What the exercise asks:
Output the records that follow, with every character intact.

Collected data entries:
<<<<

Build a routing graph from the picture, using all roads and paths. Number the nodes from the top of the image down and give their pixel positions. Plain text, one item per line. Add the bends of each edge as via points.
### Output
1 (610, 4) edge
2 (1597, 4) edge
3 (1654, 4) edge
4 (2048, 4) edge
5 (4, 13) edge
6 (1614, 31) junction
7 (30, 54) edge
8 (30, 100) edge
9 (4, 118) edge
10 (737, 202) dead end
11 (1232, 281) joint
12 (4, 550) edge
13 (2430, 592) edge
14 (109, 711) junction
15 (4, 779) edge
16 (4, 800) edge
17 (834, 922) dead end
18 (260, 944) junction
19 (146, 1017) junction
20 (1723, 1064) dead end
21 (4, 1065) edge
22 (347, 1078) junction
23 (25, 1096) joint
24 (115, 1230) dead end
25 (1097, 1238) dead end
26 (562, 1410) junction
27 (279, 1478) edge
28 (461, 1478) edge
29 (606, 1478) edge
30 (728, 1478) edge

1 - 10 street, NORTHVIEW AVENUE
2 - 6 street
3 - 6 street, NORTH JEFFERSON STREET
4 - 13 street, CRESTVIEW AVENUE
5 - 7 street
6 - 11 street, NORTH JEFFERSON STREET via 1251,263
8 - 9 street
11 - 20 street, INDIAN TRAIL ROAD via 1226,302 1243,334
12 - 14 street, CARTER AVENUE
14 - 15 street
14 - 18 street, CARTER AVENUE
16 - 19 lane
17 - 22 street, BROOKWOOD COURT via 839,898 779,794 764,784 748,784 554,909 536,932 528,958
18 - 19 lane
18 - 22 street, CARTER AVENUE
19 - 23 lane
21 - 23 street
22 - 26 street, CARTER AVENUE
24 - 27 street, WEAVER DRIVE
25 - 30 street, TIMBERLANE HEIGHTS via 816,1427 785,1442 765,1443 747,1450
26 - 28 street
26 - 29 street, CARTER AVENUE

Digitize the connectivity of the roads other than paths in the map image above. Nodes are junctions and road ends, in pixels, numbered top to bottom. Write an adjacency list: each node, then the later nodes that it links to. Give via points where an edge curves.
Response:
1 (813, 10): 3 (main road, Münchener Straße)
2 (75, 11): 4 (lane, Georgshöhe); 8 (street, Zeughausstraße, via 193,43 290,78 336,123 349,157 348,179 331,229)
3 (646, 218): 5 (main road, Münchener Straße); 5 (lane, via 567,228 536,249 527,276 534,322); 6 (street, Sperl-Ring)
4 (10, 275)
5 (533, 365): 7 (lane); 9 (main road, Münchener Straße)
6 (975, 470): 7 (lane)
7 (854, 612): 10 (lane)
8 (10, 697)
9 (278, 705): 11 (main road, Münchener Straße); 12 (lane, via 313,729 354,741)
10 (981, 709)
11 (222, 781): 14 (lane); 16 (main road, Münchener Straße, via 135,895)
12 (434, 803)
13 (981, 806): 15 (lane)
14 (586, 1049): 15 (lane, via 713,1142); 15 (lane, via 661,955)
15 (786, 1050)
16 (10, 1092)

>>>>

Solution to the problem:
Build a routing graph from the picture, using all roads and paths. Number the nodes from the top of the image down and give their pixel positions. Plain text, one item per line. Add the bends of each edge as via points.
### Output
1 (610, 4) edge
2 (1597, 4) edge
3 (1654, 4) edge
4 (2048, 4) edge
5 (4, 13) edge
6 (1614, 31) junction
7 (30, 54) edge
8 (30, 100) edge
9 (4, 118) edge
10 (737, 202) dead end
11 (1232, 281) joint
12 (4, 550) edge
13 (2430, 592) edge
14 (109, 711) junction
15 (4, 779) edge
16 (4, 800) edge
17 (834, 922) dead end
18 (260, 944) junction
19 (146, 1017) junction
20 (1723, 1064) dead end
21 (4, 1065) edge
22 (347, 1078) junction
23 (25, 1096) joint
24 (115, 1230) dead end
25 (1097, 1238) dead end
26 (562, 1410) junction
27 (279, 1478) edge
28 (461, 1478) edge
29 (606, 1478) edge
30 (728, 1478) edge

1 - 10 street, NORTHVIEW AVENUE
2 - 6 street
3 - 6 street, NORTH JEFFERSON STREET
4 - 13 street, CRESTVIEW AVENUE
5 - 7 street
6 - 11 street, NORTH JEFFERSON STREET via 1251,263
8 - 9 street
11 - 20 street, INDIAN TRAIL ROAD via 1226,302 1243,334
12 - 14 street, CARTER AVENUE
14 - 15 street
14 - 18 street, CARTER AVENUE
16 - 19 lane
17 - 22 street, BROOKWOOD COURT via 839,898 779,794 764,784 748,784 554,909 536,932 528,958
18 - 19 lane
18 - 22 street, CARTER AVENUE
19 - 23 lane
21 - 23 street
22 - 26 street, CARTER AVENUE
24 - 27 street, WEAVER DRIVE
25 - 30 street, TIMBERLANE HEIGHTS via 816,1427 785,1442 765,1443 747,1450
26 - 28 street
26 - 29 street, CARTER AVENUE

Digitize the connectivity of the roads other than paths in the map image above. Nodes are junctions and road ends, in pixels, numbered top to bottom. Write an adjacency list: each node, then the later nodes that it links to. Give via points where an edge curves.
Response:
1 (813, 10): 3 (main road, Münchener Straße)
2 (75, 11): 4 (lane, Georgshöhe); 8 (street, Zeughausstraße, via 193,43 290,78 336,123 349,157 348,179 331,229)
3 (646, 218): 5 (main road, Münchener Straße); 5 (lane, via 567,228 536,249 527,276 534,322); 6 (street, Sperl-Ring)
4 (10, 275)
5 (533, 365): 7 (lane); 9 (main road, Münchener Straße)
6 (975, 470): 7 (lane)
7 (854, 612): 10 (lane)
8 (10, 697)
9 (278, 705): 11 (main road, Münchener Straße); 12 (lane, via 313,729 354,741)
10 (981, 709)
11 (222, 781): 14 (lane); 16 (main road, Münchener Straße, via 135,895)
12 (434, 803)
13 (981, 806): 15 (lane)
14 (586, 1049): 15 (lane, via 713,1142); 15 (lane, via 661,955)
15 (786, 1050)
16 (10, 1092)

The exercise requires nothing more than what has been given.